Making a trusted TLS connection from Postfix client

postfixtls

I'd like to relay outgoing email from my MTA through a 3rd party server (outbound.mailhop.org) for final delivery. I'm wondering how to make the secure connection between the machines 'trusted'. This is the relevant part of my current Postfix configuration:

smtp_use_tls                    = yes
smtp_tls_CAfile                 = /etc/ssl/certs/ca-certificates.crt
smtp_tls_security_level         = may
smtp_tls_loglevel               = 1
smtp_sasl_auth_enable           = yes
smtp_sasl_security_options      = noanonymous
smtp_sasl_password_maps         = hash:/etc/postfix/relay
relayhost                       = [outbound.mailhop.org]      

When I send a test message I get, from the mail logs,

Untrusted TLS connection established to outbound.mailhop.org[54.186.218.12]:25: TLSv1.2 with cipher AECDH-AES256-SHA (256/256 bits)

How can I make that connection 'trusted'?

Best Answer

Okay so from the comments I deduce that you want a "trusted" connection, even though you don't know what "trusted" means in the first place. Well, to keep it simple, it means that you claim you know who you are talking to.

You can look at their certificate and its chain. You don't need to ask them, since their certificate is public information. Best practice would recommend that you ask them if the certificate you get when connecting is really their certificate by having them verify the fingerprint over the phone or alike. For further details please read up on the subject.

If the root CA their certificate is signed with comes from a public CA, then putting that root CA into the file would mean you trust everyone with a certificate signed by that root CA. If that is not what you want and you really only want to trust them and nobody else, then you could use the smtp_tls_trust_anchor_file option.
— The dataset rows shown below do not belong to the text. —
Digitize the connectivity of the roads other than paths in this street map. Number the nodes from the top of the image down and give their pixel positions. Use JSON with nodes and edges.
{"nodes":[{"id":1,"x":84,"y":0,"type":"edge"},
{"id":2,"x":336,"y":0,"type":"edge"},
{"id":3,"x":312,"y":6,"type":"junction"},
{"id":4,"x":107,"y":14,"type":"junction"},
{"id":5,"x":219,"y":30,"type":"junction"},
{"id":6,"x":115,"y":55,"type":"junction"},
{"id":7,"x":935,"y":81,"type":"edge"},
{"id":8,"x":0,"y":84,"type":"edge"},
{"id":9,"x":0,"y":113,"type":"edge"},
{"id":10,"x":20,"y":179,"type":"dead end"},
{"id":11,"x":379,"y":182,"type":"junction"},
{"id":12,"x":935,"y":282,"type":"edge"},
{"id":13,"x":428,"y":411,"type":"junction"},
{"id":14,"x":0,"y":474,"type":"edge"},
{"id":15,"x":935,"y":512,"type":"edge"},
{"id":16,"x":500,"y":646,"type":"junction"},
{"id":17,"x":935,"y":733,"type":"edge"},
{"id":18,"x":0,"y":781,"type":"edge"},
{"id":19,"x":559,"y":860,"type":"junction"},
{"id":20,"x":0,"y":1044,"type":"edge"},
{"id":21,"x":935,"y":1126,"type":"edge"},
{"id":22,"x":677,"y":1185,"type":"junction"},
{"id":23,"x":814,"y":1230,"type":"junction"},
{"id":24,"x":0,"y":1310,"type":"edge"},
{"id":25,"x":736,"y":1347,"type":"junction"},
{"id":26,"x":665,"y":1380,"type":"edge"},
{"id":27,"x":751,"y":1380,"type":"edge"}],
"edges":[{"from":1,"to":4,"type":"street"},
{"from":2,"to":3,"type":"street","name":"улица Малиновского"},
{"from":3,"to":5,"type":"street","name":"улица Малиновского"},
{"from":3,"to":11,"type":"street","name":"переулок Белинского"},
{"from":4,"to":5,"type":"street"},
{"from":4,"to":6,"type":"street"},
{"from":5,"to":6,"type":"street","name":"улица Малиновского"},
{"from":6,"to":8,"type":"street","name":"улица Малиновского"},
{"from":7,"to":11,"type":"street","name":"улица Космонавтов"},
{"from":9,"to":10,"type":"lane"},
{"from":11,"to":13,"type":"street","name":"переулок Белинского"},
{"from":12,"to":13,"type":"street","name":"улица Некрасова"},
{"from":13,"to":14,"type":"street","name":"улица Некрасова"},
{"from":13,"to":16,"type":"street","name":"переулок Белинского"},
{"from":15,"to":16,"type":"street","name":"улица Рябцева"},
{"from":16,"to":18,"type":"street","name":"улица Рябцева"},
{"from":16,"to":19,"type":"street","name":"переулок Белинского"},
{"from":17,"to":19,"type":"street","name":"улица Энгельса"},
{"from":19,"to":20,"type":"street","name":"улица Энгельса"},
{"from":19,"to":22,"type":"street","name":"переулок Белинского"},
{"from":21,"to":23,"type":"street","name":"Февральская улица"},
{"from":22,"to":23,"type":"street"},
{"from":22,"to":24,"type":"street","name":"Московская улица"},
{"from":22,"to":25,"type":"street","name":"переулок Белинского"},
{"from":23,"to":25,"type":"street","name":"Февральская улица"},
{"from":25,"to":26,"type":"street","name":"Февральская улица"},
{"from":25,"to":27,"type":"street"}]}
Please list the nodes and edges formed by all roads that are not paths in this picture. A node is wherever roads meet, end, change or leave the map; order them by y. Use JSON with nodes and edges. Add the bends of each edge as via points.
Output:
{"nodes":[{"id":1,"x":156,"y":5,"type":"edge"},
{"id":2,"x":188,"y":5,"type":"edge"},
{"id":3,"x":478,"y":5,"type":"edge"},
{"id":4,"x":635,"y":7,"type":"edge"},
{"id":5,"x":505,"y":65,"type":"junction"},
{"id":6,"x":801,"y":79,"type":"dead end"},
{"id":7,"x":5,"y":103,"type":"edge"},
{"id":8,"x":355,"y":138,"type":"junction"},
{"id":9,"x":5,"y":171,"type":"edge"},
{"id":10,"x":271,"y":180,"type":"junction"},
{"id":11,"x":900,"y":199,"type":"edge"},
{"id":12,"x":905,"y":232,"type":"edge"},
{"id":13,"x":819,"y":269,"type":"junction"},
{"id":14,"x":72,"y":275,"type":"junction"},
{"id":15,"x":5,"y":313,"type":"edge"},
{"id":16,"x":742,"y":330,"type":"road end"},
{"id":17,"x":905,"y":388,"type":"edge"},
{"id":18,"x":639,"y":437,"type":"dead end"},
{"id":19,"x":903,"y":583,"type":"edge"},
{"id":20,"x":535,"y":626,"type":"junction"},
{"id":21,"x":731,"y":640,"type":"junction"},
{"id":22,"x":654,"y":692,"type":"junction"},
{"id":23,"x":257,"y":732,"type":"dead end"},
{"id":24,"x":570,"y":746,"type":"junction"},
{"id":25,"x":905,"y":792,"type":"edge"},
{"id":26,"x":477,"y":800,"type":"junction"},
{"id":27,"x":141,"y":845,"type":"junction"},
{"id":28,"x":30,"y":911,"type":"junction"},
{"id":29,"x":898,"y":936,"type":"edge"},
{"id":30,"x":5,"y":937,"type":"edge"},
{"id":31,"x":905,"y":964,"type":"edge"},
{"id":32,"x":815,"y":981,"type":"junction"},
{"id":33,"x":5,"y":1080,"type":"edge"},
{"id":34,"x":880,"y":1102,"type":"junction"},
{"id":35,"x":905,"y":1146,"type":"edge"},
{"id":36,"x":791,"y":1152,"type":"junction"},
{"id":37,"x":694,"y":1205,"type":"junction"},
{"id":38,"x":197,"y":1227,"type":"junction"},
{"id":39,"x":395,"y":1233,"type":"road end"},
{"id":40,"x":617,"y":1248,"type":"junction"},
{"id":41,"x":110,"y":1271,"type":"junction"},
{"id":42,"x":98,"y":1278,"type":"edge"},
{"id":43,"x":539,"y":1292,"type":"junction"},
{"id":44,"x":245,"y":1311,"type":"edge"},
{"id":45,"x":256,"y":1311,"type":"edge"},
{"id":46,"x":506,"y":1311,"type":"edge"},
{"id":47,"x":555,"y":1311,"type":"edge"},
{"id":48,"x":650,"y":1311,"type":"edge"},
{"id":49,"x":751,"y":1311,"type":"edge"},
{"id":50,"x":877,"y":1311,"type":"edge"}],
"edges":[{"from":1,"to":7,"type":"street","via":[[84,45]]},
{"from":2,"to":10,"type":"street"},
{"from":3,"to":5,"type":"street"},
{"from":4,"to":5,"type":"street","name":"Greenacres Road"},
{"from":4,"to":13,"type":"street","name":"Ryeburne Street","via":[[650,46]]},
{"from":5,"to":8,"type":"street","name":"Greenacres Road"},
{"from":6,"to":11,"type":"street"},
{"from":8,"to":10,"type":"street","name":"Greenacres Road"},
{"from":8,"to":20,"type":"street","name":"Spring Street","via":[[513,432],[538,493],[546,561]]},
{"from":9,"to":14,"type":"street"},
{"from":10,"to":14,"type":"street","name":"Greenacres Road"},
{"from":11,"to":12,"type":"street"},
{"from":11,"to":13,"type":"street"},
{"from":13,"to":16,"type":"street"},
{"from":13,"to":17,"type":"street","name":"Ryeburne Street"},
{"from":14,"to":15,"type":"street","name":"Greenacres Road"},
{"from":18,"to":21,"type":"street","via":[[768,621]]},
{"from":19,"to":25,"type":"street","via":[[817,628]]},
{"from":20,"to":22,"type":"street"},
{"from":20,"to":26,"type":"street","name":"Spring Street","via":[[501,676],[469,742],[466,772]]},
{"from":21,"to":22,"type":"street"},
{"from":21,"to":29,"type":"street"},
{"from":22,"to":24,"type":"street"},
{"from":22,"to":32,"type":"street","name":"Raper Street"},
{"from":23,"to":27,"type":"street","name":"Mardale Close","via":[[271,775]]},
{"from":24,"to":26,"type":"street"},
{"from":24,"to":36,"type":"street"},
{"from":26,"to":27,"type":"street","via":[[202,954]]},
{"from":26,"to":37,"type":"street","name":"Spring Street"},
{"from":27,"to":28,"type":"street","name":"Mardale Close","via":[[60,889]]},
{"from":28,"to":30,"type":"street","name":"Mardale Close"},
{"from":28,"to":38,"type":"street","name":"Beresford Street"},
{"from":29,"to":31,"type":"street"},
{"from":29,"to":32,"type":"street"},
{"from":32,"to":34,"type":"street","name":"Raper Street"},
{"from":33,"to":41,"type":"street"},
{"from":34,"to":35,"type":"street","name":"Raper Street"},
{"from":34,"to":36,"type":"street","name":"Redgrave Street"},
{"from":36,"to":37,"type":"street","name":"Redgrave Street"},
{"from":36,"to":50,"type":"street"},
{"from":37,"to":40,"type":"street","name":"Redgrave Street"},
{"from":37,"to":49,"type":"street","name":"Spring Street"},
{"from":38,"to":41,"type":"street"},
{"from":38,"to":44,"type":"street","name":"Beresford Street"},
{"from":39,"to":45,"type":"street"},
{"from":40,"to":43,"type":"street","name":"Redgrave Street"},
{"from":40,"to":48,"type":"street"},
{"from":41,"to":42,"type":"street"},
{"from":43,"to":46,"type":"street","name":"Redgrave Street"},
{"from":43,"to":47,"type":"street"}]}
If you only ever talk to that relay, you can/should use smtp_tls_security_level=encrypt since it won't fall back to a plaintext connection, and either the connection will be encrypted or the connection will fail.

As stated in the comments you should also refrain from using smtp_use_tls if using Postfix 2.3 and above, as that command is deprecated. Simply use smtp_tls_security_level as outlined above.